- **Requirement**: The entries below are to be reproduced in full, exactly as written.

- **Exercise input**:
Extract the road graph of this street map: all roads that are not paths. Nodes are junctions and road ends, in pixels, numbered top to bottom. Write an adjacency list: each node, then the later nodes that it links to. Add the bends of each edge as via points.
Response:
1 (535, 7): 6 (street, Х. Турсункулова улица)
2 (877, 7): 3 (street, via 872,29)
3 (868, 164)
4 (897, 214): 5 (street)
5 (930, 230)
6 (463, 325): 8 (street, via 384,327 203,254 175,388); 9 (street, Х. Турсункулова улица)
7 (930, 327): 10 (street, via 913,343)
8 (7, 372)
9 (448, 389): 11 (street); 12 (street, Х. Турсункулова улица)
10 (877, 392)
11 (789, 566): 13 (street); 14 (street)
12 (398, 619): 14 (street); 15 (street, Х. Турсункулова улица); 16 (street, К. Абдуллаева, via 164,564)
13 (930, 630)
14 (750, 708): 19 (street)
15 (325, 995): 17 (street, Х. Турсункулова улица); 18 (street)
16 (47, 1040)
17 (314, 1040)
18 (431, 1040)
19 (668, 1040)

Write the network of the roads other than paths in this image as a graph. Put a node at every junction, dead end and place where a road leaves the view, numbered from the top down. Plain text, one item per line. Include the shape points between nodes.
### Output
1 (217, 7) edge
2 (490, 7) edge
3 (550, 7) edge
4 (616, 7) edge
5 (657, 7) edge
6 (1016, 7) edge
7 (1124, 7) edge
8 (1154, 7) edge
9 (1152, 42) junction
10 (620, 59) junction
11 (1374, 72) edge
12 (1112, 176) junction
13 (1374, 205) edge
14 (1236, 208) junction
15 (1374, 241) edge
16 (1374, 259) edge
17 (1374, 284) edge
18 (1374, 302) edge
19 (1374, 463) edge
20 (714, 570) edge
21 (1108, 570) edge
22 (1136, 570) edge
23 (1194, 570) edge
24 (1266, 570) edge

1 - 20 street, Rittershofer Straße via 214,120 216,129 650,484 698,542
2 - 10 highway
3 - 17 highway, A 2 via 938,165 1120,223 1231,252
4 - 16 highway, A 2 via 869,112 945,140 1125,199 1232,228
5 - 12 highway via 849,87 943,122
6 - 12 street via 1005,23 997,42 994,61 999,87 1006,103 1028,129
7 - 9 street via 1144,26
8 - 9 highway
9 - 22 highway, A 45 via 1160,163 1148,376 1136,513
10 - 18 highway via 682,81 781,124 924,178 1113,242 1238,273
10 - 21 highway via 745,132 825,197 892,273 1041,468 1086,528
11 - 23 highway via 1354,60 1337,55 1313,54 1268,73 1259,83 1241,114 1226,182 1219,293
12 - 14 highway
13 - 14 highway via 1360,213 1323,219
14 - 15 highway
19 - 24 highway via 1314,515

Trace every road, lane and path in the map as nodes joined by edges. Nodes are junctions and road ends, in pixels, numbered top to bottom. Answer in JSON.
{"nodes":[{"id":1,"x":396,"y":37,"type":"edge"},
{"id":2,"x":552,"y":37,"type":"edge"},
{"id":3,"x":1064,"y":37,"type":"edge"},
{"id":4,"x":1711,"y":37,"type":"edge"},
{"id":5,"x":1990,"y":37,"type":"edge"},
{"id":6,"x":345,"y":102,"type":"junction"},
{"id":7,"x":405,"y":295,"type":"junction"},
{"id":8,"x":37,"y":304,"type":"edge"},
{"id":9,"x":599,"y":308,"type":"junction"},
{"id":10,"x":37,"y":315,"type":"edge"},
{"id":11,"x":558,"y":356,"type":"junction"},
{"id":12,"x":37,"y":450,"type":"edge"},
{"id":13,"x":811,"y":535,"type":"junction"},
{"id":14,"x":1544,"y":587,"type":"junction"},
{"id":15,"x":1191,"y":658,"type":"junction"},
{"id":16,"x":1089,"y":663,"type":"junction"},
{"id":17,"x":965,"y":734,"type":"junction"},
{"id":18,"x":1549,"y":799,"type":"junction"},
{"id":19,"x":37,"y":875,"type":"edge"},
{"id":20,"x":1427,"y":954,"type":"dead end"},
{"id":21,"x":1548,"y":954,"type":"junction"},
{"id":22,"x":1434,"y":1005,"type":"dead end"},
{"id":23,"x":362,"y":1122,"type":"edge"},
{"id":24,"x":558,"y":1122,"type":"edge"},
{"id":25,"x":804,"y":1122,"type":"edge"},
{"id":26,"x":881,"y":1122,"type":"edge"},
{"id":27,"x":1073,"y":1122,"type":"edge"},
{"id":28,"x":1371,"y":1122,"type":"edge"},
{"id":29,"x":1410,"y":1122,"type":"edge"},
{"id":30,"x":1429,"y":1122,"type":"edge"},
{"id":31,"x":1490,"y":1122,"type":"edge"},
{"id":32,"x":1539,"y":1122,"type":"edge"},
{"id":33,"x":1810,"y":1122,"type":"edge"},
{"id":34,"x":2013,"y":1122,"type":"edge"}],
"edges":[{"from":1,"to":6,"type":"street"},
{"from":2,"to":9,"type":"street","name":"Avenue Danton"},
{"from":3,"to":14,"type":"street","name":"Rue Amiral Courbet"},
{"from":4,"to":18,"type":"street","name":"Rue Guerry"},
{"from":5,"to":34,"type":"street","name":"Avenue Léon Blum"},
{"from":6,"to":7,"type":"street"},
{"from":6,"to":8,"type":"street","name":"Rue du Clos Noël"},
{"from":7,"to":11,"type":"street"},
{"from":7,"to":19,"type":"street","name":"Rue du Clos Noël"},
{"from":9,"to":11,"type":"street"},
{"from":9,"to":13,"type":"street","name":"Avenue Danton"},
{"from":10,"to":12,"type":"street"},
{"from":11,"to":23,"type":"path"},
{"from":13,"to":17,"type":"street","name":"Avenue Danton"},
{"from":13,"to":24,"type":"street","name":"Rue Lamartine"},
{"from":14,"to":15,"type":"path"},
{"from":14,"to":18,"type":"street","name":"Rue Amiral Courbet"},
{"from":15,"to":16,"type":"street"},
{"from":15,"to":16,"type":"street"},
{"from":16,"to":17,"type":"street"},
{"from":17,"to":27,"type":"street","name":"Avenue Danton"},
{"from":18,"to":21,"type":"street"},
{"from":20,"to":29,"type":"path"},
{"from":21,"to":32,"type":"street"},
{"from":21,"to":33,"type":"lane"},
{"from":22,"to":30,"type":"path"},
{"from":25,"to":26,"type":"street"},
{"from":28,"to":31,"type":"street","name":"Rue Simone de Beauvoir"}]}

- **Solution to the problem**:
Extract the road graph of this street map: all roads that are not paths. Nodes are junctions and road ends, in pixels, numbered top to bottom. Write an adjacency list: each node, then the later nodes that it links to. Add the bends of each edge as via points.
Response:
1 (535, 7): 6 (street, Х. Турсункулова улица)
2 (877, 7): 3 (street, via 872,29)
3 (868, 164)
4 (897, 214): 5 (street)
5 (930, 230)
6 (463, 325): 8 (street, via 384,327 203,254 175,388); 9 (street, Х. Турсункулова улица)
7 (930, 327): 10 (street, via 913,343)
8 (7, 372)
9 (448, 389): 11 (street); 12 (street, Х. Турсункулова улица)
10 (877, 392)
11 (789, 566): 13 (street); 14 (street)
12 (398, 619): 14 (street); 15 (street, Х. Турсункулова улица); 16 (street, К. Абдуллаева, via 164,564)
13 (930, 630)
14 (750, 708): 19 (street)
15 (325, 995): 17 (street, Х. Турсункулова улица); 18 (street)
16 (47, 1040)
17 (314, 1040)
18 (431, 1040)
19 (668, 1040)

Write the network of the roads other than paths in this image as a graph. Put a node at every junction, dead end and place where a road leaves the view, numbered from the top down. Plain text, one item per line. Include the shape points between nodes.
### Output
1 (217, 7) edge
2 (490, 7) edge
3 (550, 7) edge
4 (616, 7) edge
5 (657, 7) edge
6 (1016, 7) edge
7 (1124, 7) edge
8 (1154, 7) edge
9 (1152, 42) junction
10 (620, 59) junction
11 (1374, 72) edge
12 (1112, 176) junction
13 (1374, 205) edge
14 (1236, 208) junction
15 (1374, 241) edge
16 (1374, 259) edge
17 (1374, 284) edge
18 (1374, 302) edge
19 (1374, 463) edge
20 (714, 570) edge
21 (1108, 570) edge
22 (1136, 570) edge
23 (1194, 570) edge
24 (1266, 570) edge

1 - 20 street, Rittershofer Straße via 214,120 216,129 650,484 698,542
2 - 10 highway
3 - 17 highway, A 2 via 938,165 1120,223 1231,252
4 - 16 highway, A 2 via 869,112 945,140 1125,199 1232,228
5 - 12 highway via 849,87 943,122
6 - 12 street via 1005,23 997,42 994,61 999,87 1006,103 1028,129
7 - 9 street via 1144,26
8 - 9 highway
9 - 22 highway, A 45 via 1160,163 1148,376 1136,513
10 - 18 highway via 682,81 781,124 924,178 1113,242 1238,273
10 - 21 highway via 745,132 825,197 892,273 1041,468 1086,528
11 - 23 highway via 1354,60 1337,55 1313,54 1268,73 1259,83 1241,114 1226,182 1219,293
12 - 14 highway
13 - 14 highway via 1360,213 1323,219
14 - 15 highway
19 - 24 highway via 1314,515

Trace every road, lane and path in the map as nodes joined by edges. Nodes are junctions and road ends, in pixels, numbered top to bottom. Answer in JSON.
{"nodes":[{"id":1,"x":396,"y":37,"type":"edge"},
{"id":2,"x":552,"y":37,"type":"edge"},
{"id":3,"x":1064,"y":37,"type":"edge"},
{"id":4,"x":1711,"y":37,"type":"edge"},
{"id":5,"x":1990,"y":37,"type":"edge"},
{"id":6,"x":345,"y":102,"type":"junction"},
{"id":7,"x":405,"y":295,"type":"junction"},
{"id":8,"x":37,"y":304,"type":"edge"},
{"id":9,"x":599,"y":308,"type":"junction"},
{"id":10,"x":37,"y":315,"type":"edge"},
{"id":11,"x":558,"y":356,"type":"junction"},
{"id":12,"x":37,"y":450,"type":"edge"},
{"id":13,"x":811,"y":535,"type":"junction"},
{"id":14,"x":1544,"y":587,"type":"junction"},
{"id":15,"x":1191,"y":658,"type":"junction"},
{"id":16,"x":1089,"y":663,"type":"junction"},
{"id":17,"x":965,"y":734,"type":"junction"},
{"id":18,"x":1549,"y":799,"type":"junction"},
{"id":19,"x":37,"y":875,"type":"edge"},
{"id":20,"x":1427,"y":954,"type":"dead end"},
{"id":21,"x":1548,"y":954,"type":"junction"},
{"id":22,"x":1434,"y":1005,"type":"dead end"},
{"id":23,"x":362,"y":1122,"type":"edge"},
{"id":24,"x":558,"y":1122,"type":"edge"},
{"id":25,"x":804,"y":1122,"type":"edge"},
{"id":26,"x":881,"y":1122,"type":"edge"},
{"id":27,"x":1073,"y":1122,"type":"edge"},
{"id":28,"x":1371,"y":1122,"type":"edge"},
{"id":29,"x":1410,"y":1122,"type":"edge"},
{"id":30,"x":1429,"y":1122,"type":"edge"},
{"id":31,"x":1490,"y":1122,"type":"edge"},
{"id":32,"x":1539,"y":1122,"type":"edge"},
{"id":33,"x":1810,"y":1122,"type":"edge"},
{"id":34,"x":2013,"y":1122,"type":"edge"}],
"edges":[{"from":1,"to":6,"type":"street"},
{"from":2,"to":9,"type":"street","name":"Avenue Danton"},
{"from":3,"to":14,"type":"street","name":"Rue Amiral Courbet"},
{"from":4,"to":18,"type":"street","name":"Rue Guerry"},
{"from":5,"to":34,"type":"street","name":"Avenue Léon Blum"},
{"from":6,"to":7,"type":"street"},
{"from":6,"to":8,"type":"street","name":"Rue du Clos Noël"},
{"from":7,"to":11,"type":"street"},
{"from":7,"to":19,"type":"street","name":"Rue du Clos Noël"},
{"from":9,"to":11,"type":"street"},
{"from":9,"to":13,"type":"street","name":"Avenue Danton"},
{"from":10,"to":12,"type":"street"},
{"from":11,"to":23,"type":"path"},
{"from":13,"to":17,"type":"street","name":"Avenue Danton"},
{"from":13,"to":24,"type":"street","name":"Rue Lamartine"},
{"from":14,"to":15,"type":"path"},
{"from":14,"to":18,"type":"street","name":"Rue Amiral Courbet"},
{"from":15,"to":16,"type":"street"},
{"from":15,"to":16,"type":"street"},
{"from":16,"to":17,"type":"street"},
{"from":17,"to":27,"type":"street","name":"Avenue Danton"},
{"from":18,"to":21,"type":"street"},
{"from":20,"to":29,"type":"path"},
{"from":21,"to":32,"type":"street"},
{"from":21,"to":33,"type":"lane"},
{"from":22,"to":30,"type":"path"},
{"from":25,"to":26,"type":"street"},
{"from":28,"to":31,"type":"street","name":"Rue Simone de Beauvoir"}]}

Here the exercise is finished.